In a review of Stephen Hawking's The Grand Design (subscription required), physicist Steven Weinberg criticizes Hawking for concluding that "we have no free will":
[Hawking] attributes the illusion of free will to the fact that a human being contains about a thousand trillion trillion particles, so that as a practical matter it is impossible to predict what people will do.
This is a sign, says Weinberg, that Hawking "overestimates the ability to answer deep philosophical questions." (Meanwhile, practical souls may wonder how many particles will disappear in a good weight-loss program--"I am down to 999 trillion trillion particles," etc.)
Elsewhere, fellow physicist Brian Greene, while being interviewed about his book on "multiverses," suggests that "our 'everything' [i.e., our universe] may be just one enormous expanding bubble in a gigantic cosmic bubble bath of universes." Some find this uncomfortably large and seek refuge in our own cozy universe, our neighborhood. NASA helped us in January with reference to an object that traveled 13.2 billion light years to reach the Hubble telescope. It is "the most distant object ever seen in the universe."
Just as Weinberg, an assertive atheist, believes that science cannot answer deep philosophical questions, Gelernter observes this:
For many in the world, religion can provide meaning. Why are we here? What's our purpose? But for explaining physical processes, science alone has proved to be our most trustworthy guide.

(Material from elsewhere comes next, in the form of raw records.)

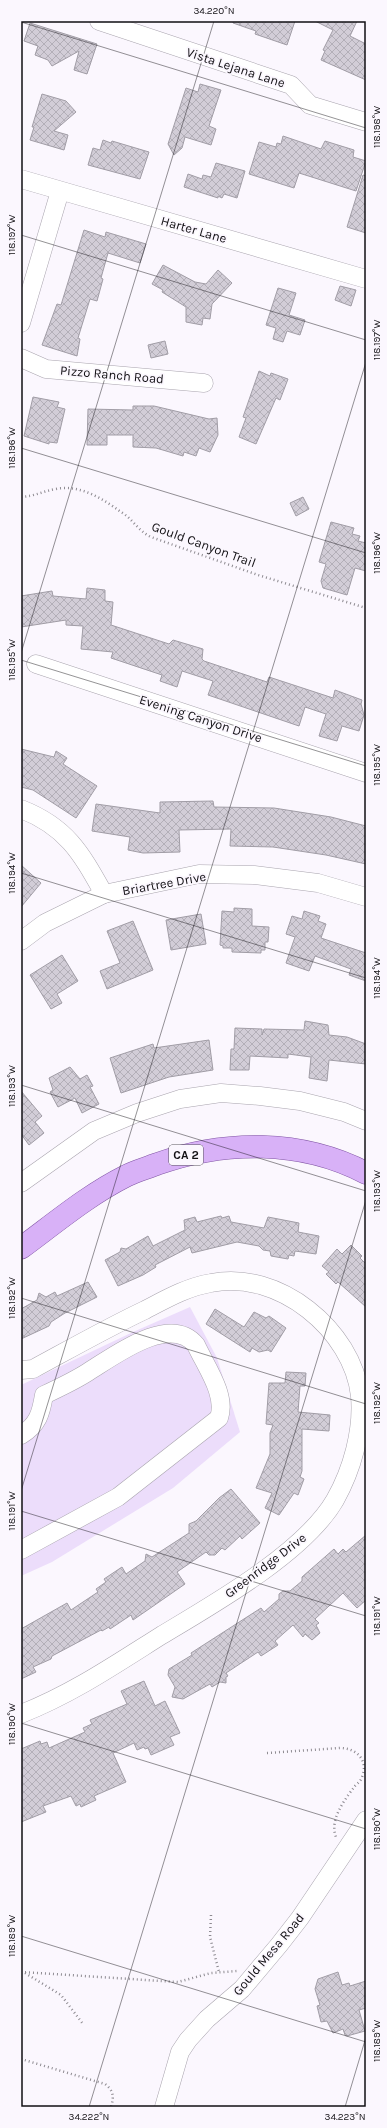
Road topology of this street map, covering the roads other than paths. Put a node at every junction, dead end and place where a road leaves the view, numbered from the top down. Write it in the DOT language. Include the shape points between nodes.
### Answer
graph roads {
  1 [pos="99,21"];
  2 [pos="366,122"];
  3 [pos="21,179"];
  4 [pos="60,190"];
  5 [pos="366,279"];
  6 [pos="21,323"];
  7 [pos="21,358"];
  8 [pos="204,382"];
  9 [pos="36,664"];
  10 [pos="366,773"];
  11 [pos="21,809"];
  12 [pos="104,894"];
  13 [pos="366,897"];
  14 [pos="21,941"];
  15 [pos="366,1121"];
  16 [pos="366,1173"];
  17 [pos="21,1183"];
  18 [pos="21,1248"];
  19 [pos="21,1370"];
  20 [pos="21,1435"];
  21 [pos="21,1550"];
  22 [pos="21,1714"];
  23 [pos="366,1820"];
  24 [pos="164,2107"];
  1 -- 2 [label="street, Vista Lejana Lane" via="291,85 310,105"];
  3 -- 4 [label="street, Harter Lane"];
  4 -- 5 [label="street, Harter Lane"];
  4 -- 6 [label="street"];
  7 -- 8 [label="street, Pizzo Ranch Road" via="46,369"];
  9 -- 10 [label="street, Evening Canyon Drive"];
  11 -- 12 [label="street" via="37,815 63,832 82,855"];
  12 -- 13 [label="street, Briartree Drive" via="199,874 254,875 318,883"];
  12 -- 14 [label="street, Briartree Drive" via="45,923"];
  15 -- 17 [label="street" via="344,1112 300,1101 267,1097 221,1093 180,1099 94,1131"];
  16 -- 18 [label="main road, CA 2" via="331,1159 301,1151 269,1147 210,1149 168,1160 127,1175 96,1192"];
  19 -- 22 [label="street, Greenridge Drive" via="33,1369 180,1292 211,1283 247,1282 284,1295 306,1308 326,1326 345,1350 355,1373 360,1395 357,1440 347,1475 334,1501 316,1525 295,1546 187,1620 93,1678"];
  20 -- 21 [label="street" via="36,1423 44,1395 67,1384 112,1355 172,1332 183,1334 196,1345 219,1395 222,1408 219,1418 118,1497"];
  23 -- 24 [label="street, Gould Mesa Road" via="300,1918 242,1989 207,2018 188,2040 180,2052"];
}
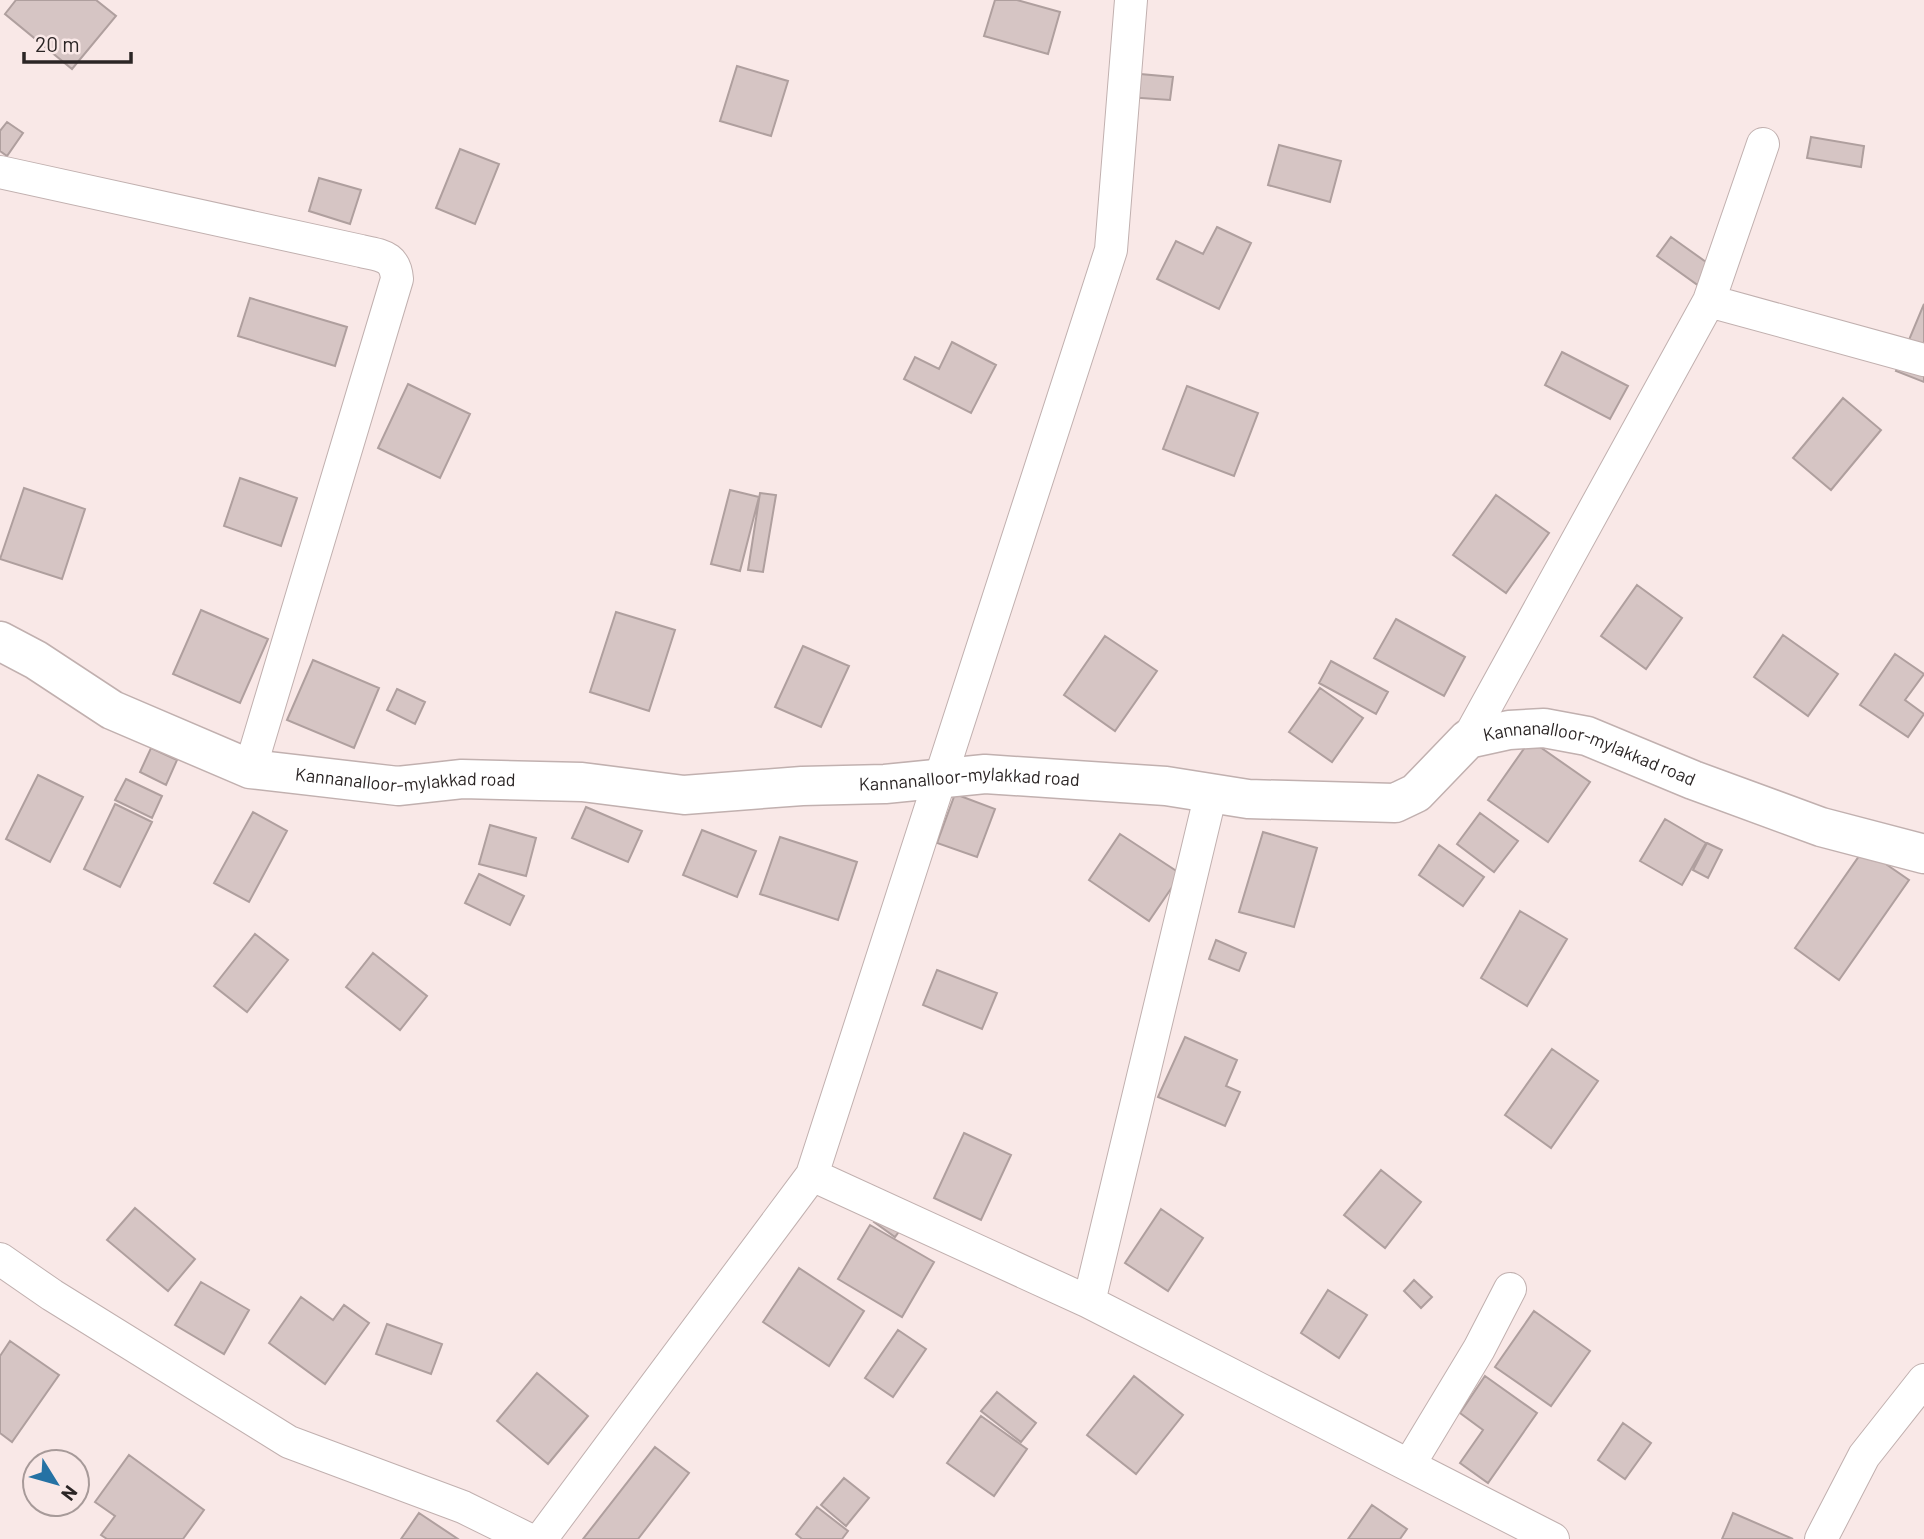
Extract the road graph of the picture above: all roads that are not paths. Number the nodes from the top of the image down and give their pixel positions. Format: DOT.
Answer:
graph roads {
  1 [pos="1131,0"];
  2 [pos="1763,144"];
  3 [pos="0,172"];
  4 [pos="1709,301"];
  5 [pos="1924,360"];
  6 [pos="0,640"];
  7 [pos="1468,739"];
  8 [pos="250,769"];
  9 [pos="940,778"];
  10 [pos="1211,793"];
  11 [pos="1924,854"];
  12 [pos="812,1175"];
  13 [pos="0,1259"];
  14 [pos="1510,1289"];
  15 [pos="1089,1302"];
  16 [pos="1924,1380"];
  17 [pos="1409,1465"];
  18 [pos="484,1530"];
  19 [pos="528,1539"];
  20 [pos="541,1539"];
  21 [pos="1553,1539"];
  22 [pos="1821,1539"];
  1 -- 9 [label="street"];
  2 -- 4 [label="street"];
  3 -- 8 [label="street"];
  4 -- 5 [label="street"];
  4 -- 7 [label="street"];
  6 -- 8 [label="main road, Kannanalloor-mylakkad road"];
  7 -- 10 [label="main road, Kannanalloor-mylakkad road"];
  7 -- 11 [label="main road, Kannanalloor-mylakkad road"];
  8 -- 9 [label="main road, Kannanalloor-mylakkad road"];
  9 -- 10 [label="main road, Kannanalloor-mylakkad road"];
  9 -- 12 [label="street"];
  10 -- 15 [label="street"];
  12 -- 15 [label="street"];
  12 -- 20 [label="street"];
  13 -- 18 [label="street"];
  14 -- 17 [label="street"];
  15 -- 17 [label="street"];
  16 -- 22 [label="street"];
  17 -- 21 [label="street"];
  18 -- 19 [label="street"];
}
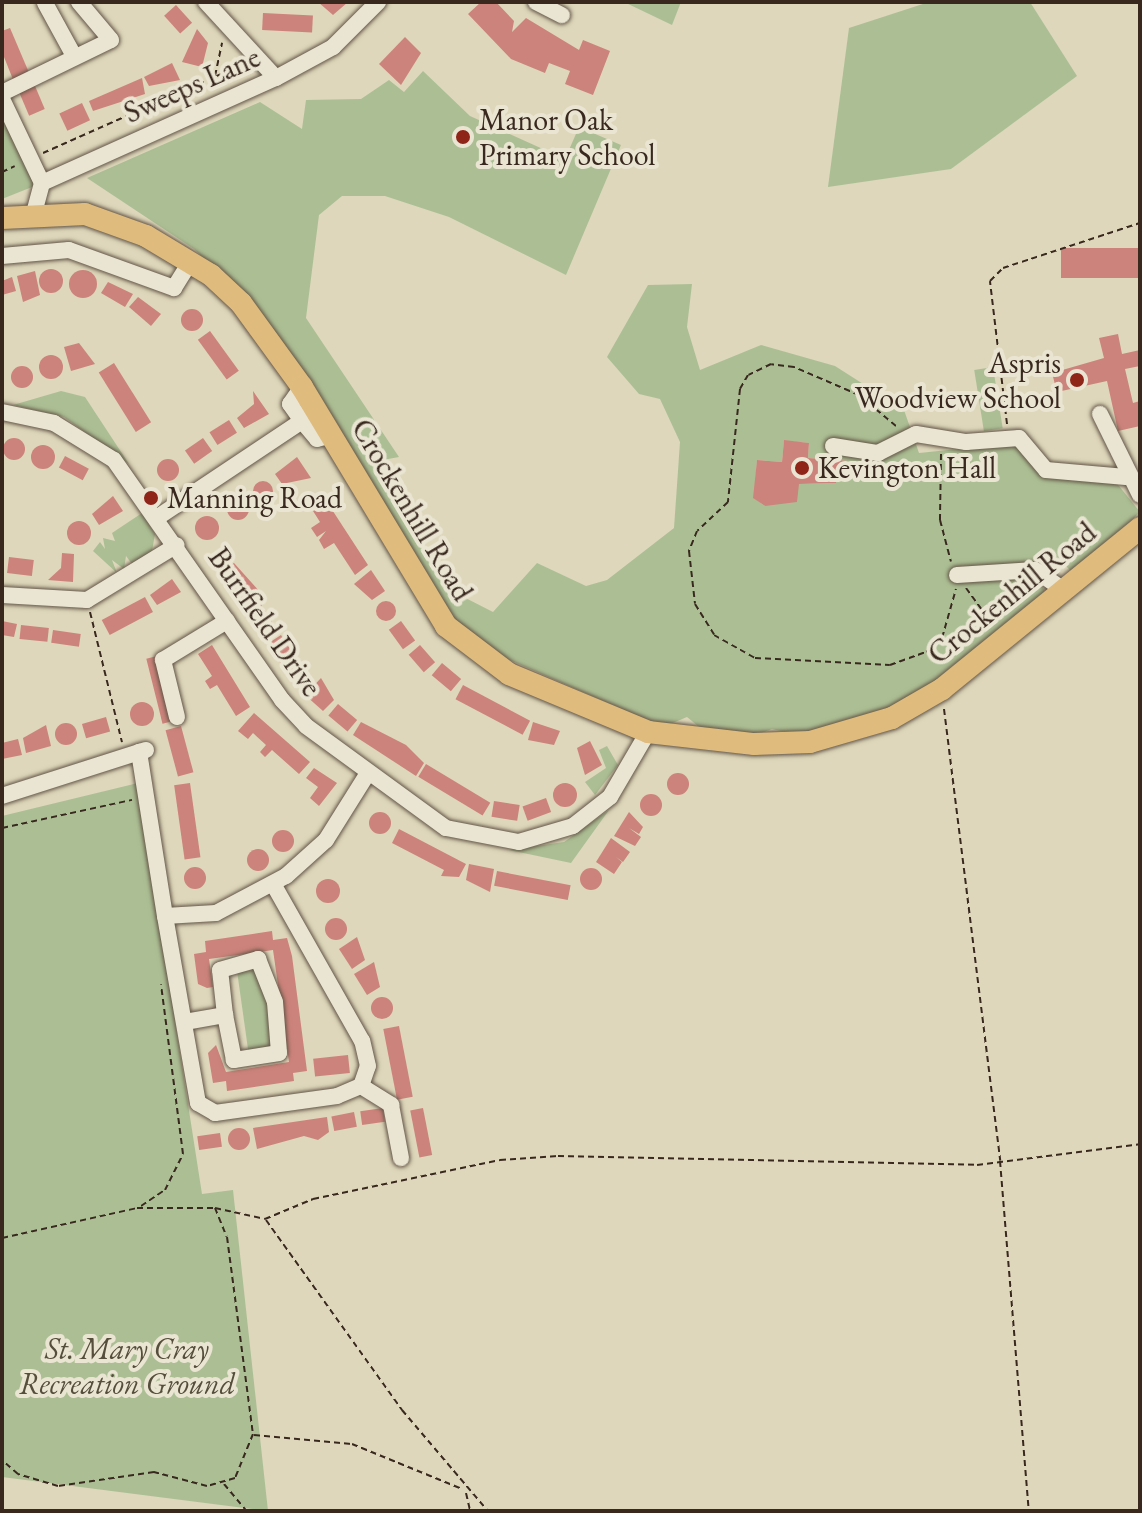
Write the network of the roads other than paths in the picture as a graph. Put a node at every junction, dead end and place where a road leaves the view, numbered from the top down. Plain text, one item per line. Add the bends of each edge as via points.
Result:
1 (79, 2) edge
2 (206, 2) edge
3 (378, 2) edge
4 (536, 2) edge
5 (45, 3) edge
6 (562, 15) dead end
7 (74, 56) junction
8 (276, 78) junction
9 (2, 96) edge
10 (42, 183) junction
11 (34, 213) junction
12 (2, 218) edge
13 (2, 256) edge
14 (191, 261) junction
15 (302, 387) junction
16 (2, 412) edge
17 (1100, 414) dead end
18 (302, 421) junction
19 (332, 435) junction
20 (833, 446) dead end
21 (1126, 477) junction
22 (1140, 495) edge
23 (158, 517) junction
24 (1140, 528) edge
25 (177, 545) junction
26 (957, 575) road end
27 (1064, 590) junction
28 (2, 595) edge
29 (227, 621) junction
30 (177, 717) dead end
31 (648, 732) junction
32 (368, 773) junction
33 (2, 796) edge
34 (273, 884) junction
35 (165, 916) junction
36 (225, 1015) junction
37 (185, 1022) junction
38 (361, 1086) junction
39 (401, 1158) dead end

1 - 7 street via 111,40
2 - 8 street
3 - 8 street, Sweeps Lane via 333,47
4 - 6 street
5 - 7 street
7 - 9 street
8 - 10 street, Sweeps Lane
9 - 10 street
10 - 11 street
11 - 12 main road, Crockenhill Road
11 - 14 main road, Crockenhill Road via 116,223
13 - 14 street via 69,250 174,288
14 - 15 main road, Crockenhill Road via 241,303
15 - 18 street via 290,404
15 - 19 main road, Crockenhill Road
16 - 23 street, Burrfield Drive via 54,423 99,446
17 - 21 street
18 - 19 street via 317,439
18 - 23 street
19 - 31 main road, Crockenhill Road via 423,592 466,646 552,696
20 - 21 street via 878,453 916,434 1019,438 1046,470
21 - 22 street
23 - 25 street, Burrfield Drive
24 - 27 main road, Crockenhill Road
25 - 28 street via 87,600
25 - 29 street, Burrfield Drive
26 - 27 street via 1035,570
27 - 31 main road, Crockenhill Road via 942,689 892,718 810,742 754,744
29 - 30 street via 163,660
29 - 32 street, Burrfield Drive via 306,726
31 - 32 street, Burrfield Drive via 626,777 590,815 519,842 446,828
32 - 34 street via 326,840
33 - 35 street via 137,753
34 - 35 street via 216,913
34 - 38 street via 347,1005 368,1066
35 - 37 street
36 - 36 street via 220,970 258,959 275,1002 279,1053 234,1060
36 - 37 street
37 - 38 street via 205,1110 337,1096
38 - 39 street via 391,1105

If all the numbers from Weinberg and Gelernter are staggering, we might go in a cozier direction and look in on an infant--or part of an infant, her brain. David Brooks, writing on the conscious and unconscious mind, gives us a little peek inside one. Quoting a Caltech scientist, Brooks reports the following:
We have a hundred billion neurons in the brain; infants create as many as 1.8 million neural connections per second; a mere sixty neurons are capable of making ten to the eight-first possible connections, which is a number ten times as large as the number of particles in the observable universe.
Give that kid a second second and you will start getting into real numbers, real possibilities.
Brooks goes on to explain how "flourishing" takes place in the face of all the complexity:
It happens sometimes while you're . . . listening to music or lost in a story, or to some people when they feel enveloped by God's love. And it happens most when we connect with other people.
Many religious people believe that their response to challenges should be proving the existence (or disproving the nonexistence) of God. But on the crucial bridge where scientists and religious thinkers meet--a place in which we all have a stake--the most promising dialogue occurs when all sides know their limits and thus are able to transcend them, being humbly lost in wonder, content with but curious about mystery, and ready to re-engage what the provinces of scientists and theologians have in common.